We’ve all been conditioned to see meme investors and Wall Street in opposition, but it seems to me that they have a lot in common. Both believe in picking stocks and think they can beat the market. In my mind, the important distinction is that Wall Street stands to make a lot of money off meme investors, simply from trading costs. For those who say apps don’t charge for trading, think about it: When was the last time Wall Street gave away anything for free?
I think the best long-term investing strategy has little to do with prediction or stock picking, and everything to do with investing in human ingenuity. Human ingenuity is the engine that drives the stock market. The real anti-Wall Street revolution began in academia in the 1960s and evolved into the formation of index funds more than 50 years ago. The academics spearheading this revolution found no compelling evidence that any individual can consistently beat the market, but that the market itself returns, on average, about 10% a year.1
Why do individuals have such trouble beating those returns?
In transparent public markets governed by the rule of law, enormous numbers of buyers and sellers come together to trade. Both sides of every trade must feel like they got a good deal. Otherwise, they wouldn’t trade. That’s what people mean when they say prices are fairly set.

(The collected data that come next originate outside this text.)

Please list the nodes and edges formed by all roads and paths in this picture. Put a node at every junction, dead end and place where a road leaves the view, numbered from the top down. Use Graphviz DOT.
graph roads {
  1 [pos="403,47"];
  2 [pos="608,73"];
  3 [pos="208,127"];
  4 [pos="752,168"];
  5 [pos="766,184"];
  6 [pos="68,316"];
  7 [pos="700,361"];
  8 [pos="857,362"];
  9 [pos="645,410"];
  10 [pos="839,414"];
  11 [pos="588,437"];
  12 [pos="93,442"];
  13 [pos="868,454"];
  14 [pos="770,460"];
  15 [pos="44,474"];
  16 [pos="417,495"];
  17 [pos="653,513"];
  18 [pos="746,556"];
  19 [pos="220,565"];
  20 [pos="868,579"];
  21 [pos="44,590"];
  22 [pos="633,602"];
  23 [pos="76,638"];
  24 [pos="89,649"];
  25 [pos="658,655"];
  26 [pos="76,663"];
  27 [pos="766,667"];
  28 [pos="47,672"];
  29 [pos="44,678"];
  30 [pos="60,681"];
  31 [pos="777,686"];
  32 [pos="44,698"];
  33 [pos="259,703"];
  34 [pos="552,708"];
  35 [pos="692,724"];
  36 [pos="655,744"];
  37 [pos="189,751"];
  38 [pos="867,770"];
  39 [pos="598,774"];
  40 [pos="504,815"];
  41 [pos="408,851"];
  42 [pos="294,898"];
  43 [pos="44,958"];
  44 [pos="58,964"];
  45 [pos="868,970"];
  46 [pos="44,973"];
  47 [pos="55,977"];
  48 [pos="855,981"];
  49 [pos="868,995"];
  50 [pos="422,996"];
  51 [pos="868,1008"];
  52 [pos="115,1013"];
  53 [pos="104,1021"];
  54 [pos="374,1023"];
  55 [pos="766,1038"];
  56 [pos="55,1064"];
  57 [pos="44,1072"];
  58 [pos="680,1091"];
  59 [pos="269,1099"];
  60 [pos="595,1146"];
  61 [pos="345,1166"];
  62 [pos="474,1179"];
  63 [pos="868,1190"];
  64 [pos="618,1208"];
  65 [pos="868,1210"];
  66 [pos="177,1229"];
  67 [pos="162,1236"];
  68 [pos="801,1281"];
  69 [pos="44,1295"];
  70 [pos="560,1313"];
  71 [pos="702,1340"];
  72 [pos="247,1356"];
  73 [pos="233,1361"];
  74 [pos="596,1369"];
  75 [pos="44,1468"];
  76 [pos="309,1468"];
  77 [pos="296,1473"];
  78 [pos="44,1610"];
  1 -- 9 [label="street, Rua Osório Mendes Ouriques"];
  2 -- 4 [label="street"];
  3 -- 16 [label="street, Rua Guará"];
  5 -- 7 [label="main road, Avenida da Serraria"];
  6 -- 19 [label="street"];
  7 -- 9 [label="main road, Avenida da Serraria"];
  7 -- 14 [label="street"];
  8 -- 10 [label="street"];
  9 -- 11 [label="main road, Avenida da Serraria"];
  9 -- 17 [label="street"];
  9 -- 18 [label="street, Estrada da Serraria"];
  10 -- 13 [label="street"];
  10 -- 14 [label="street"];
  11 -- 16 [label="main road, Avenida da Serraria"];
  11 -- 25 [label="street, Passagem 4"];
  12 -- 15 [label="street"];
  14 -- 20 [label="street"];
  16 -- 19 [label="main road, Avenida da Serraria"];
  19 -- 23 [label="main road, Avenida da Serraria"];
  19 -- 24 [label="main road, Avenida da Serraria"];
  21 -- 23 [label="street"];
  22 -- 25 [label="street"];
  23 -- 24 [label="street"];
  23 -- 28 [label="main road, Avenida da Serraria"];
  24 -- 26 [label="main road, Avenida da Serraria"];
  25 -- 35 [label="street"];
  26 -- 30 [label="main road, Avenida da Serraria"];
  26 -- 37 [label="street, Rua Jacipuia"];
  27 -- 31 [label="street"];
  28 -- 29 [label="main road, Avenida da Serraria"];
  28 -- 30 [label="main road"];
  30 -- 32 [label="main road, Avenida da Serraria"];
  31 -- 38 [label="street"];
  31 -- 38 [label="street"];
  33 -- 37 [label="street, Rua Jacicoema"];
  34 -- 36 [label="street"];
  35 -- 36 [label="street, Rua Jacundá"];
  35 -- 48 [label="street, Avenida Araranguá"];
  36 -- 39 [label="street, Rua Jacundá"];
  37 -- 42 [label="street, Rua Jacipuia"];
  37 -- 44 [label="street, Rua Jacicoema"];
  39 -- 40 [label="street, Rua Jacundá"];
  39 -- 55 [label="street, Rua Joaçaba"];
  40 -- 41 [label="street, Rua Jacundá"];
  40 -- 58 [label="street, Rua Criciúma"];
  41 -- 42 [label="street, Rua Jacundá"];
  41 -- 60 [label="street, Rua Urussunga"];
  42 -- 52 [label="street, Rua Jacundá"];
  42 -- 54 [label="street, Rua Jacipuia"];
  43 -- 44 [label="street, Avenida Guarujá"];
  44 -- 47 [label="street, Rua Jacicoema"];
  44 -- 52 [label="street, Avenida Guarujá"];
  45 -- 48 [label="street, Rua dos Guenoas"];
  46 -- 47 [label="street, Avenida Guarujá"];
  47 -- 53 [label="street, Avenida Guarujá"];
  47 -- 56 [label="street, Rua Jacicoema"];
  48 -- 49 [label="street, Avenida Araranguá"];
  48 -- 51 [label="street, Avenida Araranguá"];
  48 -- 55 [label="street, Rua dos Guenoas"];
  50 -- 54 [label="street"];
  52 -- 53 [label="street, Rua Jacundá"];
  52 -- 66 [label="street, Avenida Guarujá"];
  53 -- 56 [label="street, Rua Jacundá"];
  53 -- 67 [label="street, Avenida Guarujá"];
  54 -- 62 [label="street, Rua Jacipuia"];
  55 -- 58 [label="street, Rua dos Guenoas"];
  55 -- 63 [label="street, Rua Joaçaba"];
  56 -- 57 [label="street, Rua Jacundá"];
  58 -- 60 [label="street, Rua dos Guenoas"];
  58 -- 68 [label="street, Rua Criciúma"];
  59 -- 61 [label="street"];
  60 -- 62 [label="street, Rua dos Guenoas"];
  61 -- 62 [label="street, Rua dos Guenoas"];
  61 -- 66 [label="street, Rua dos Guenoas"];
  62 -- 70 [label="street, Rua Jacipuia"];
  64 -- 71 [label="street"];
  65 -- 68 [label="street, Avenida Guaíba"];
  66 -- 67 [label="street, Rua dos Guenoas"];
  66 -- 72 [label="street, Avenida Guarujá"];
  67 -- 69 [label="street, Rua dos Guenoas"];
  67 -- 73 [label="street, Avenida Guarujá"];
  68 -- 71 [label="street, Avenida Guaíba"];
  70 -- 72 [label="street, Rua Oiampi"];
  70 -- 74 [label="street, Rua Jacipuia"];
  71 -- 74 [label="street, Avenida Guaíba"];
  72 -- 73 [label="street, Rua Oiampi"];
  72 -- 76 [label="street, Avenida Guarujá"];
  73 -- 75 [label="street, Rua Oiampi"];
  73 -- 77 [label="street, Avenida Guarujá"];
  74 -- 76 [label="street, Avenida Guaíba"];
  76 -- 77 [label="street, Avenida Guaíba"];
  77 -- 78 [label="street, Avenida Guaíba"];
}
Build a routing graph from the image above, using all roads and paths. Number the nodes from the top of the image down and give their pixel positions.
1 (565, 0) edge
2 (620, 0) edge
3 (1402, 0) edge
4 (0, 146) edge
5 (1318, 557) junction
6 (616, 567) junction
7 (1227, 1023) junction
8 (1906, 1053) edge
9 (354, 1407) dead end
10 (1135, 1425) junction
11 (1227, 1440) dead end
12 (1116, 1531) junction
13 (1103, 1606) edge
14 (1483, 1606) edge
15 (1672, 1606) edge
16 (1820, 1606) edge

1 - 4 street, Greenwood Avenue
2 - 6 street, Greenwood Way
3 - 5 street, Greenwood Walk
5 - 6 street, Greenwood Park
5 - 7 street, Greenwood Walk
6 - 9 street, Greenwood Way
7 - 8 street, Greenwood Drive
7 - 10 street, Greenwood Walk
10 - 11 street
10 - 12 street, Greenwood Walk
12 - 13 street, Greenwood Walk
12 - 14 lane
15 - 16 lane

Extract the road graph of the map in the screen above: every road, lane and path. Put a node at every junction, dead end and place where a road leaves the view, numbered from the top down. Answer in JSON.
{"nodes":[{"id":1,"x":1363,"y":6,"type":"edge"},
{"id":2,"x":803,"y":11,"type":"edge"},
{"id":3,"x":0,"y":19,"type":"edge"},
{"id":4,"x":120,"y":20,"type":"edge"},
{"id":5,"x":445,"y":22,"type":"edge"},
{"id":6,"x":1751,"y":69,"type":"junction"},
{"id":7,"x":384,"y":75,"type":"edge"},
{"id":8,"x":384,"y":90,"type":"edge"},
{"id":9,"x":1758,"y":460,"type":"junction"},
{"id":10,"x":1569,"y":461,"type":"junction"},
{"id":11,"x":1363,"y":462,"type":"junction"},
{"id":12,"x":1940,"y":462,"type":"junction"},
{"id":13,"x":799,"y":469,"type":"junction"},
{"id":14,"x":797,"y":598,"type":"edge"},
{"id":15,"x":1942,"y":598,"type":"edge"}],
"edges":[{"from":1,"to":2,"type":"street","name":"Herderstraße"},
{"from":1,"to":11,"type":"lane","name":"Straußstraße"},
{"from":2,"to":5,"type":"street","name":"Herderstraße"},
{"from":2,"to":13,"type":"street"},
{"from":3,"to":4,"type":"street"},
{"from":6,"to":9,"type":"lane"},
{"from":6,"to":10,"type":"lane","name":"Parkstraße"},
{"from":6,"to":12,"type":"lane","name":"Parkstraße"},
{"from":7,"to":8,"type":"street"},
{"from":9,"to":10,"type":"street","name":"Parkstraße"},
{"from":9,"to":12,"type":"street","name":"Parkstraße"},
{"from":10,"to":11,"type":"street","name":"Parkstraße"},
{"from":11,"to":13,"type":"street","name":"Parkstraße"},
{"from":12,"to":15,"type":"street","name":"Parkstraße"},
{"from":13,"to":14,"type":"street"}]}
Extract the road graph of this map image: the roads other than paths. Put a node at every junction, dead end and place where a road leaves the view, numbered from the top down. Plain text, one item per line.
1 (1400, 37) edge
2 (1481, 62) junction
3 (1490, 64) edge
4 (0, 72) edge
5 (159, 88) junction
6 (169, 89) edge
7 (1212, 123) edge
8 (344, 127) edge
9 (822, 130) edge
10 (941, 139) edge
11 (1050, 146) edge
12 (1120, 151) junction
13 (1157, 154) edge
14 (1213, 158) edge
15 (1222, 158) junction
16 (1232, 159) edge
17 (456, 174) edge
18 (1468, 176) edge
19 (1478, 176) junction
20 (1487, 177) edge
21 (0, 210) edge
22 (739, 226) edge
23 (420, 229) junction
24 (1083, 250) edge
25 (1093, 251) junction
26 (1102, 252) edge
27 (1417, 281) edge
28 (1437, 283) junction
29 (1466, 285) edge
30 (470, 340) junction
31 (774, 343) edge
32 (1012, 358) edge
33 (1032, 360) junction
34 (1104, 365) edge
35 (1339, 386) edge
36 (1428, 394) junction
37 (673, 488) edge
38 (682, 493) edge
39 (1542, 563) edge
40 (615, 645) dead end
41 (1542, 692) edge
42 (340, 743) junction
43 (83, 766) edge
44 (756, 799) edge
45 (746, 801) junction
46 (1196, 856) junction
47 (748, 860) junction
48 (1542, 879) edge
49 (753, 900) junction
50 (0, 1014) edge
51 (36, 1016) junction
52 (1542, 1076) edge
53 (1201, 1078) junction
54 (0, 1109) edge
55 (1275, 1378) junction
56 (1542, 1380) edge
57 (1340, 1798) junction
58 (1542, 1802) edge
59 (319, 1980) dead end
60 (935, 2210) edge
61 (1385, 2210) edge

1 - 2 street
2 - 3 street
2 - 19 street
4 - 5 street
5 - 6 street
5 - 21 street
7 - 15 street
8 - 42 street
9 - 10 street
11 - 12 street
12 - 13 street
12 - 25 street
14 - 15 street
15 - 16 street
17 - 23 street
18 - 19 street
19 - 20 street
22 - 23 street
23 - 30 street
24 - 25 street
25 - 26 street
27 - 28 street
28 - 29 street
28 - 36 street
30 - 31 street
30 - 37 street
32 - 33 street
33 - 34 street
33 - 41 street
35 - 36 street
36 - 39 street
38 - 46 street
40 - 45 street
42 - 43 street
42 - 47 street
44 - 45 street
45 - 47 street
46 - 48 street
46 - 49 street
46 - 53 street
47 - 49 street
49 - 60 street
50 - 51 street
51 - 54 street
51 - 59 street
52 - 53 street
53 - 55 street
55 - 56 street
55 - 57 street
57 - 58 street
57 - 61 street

So when you bet on individual stocks, you might win or you might lose, but over 10 years, you’re unlikely to harvest a better return than if you invested in the whole market. If you stop and think about it for a minute, this makes sense. Markets only work if they are unpredictable. After all, they are constantly responding to all the new information that comes in every day. If we could predict when the market was going to move, there would be no market. The fact is nobody knows when a certain stock will go up or down. Contrary to what both Wall Street and meme investors want you to think, there is no method of analysis, no matter how “proprietary” or sophisticated, that tells us what’s going to happen when.
So when Wall Street or meme investors think they can capitalize on “mispricing,” they’re not betting against Wall Street so much as they are betting against human ingenuity. I’m referring to the millions of people working hard to maximize the value of their companies, and millions of investors trying to make the best possible trading decisions based on all available information. Sometimes speculators get lucky, and sometimes they don’t. Regardless, I don’t call what they’re doing investing. I call it speculation—even gambling.
Buying the market is a totally different approach. It’s investing in human ingenuity. People working to maximize the value of public companies are innovative and resilient. They adapt to improve products. They create new processes to solve problems. While you can’t predict what any one person will do on any given day, you can predict that humanity will persevere. The market reflects this simple truth.
The market can reward us for having faith in our fellow human beings. Investing—like life—is full of uncertainty, but at the end of the day, it’s uncertainty that drives opportunity, and returns. Investing is not about trying to outguess Wall Street or meme investors on which stock will go up or down and when. It’s about choosing to side with human ingenuity and betting on a future that’s better than today—because of the hard work of everyone you know, and the many millions you will never meet.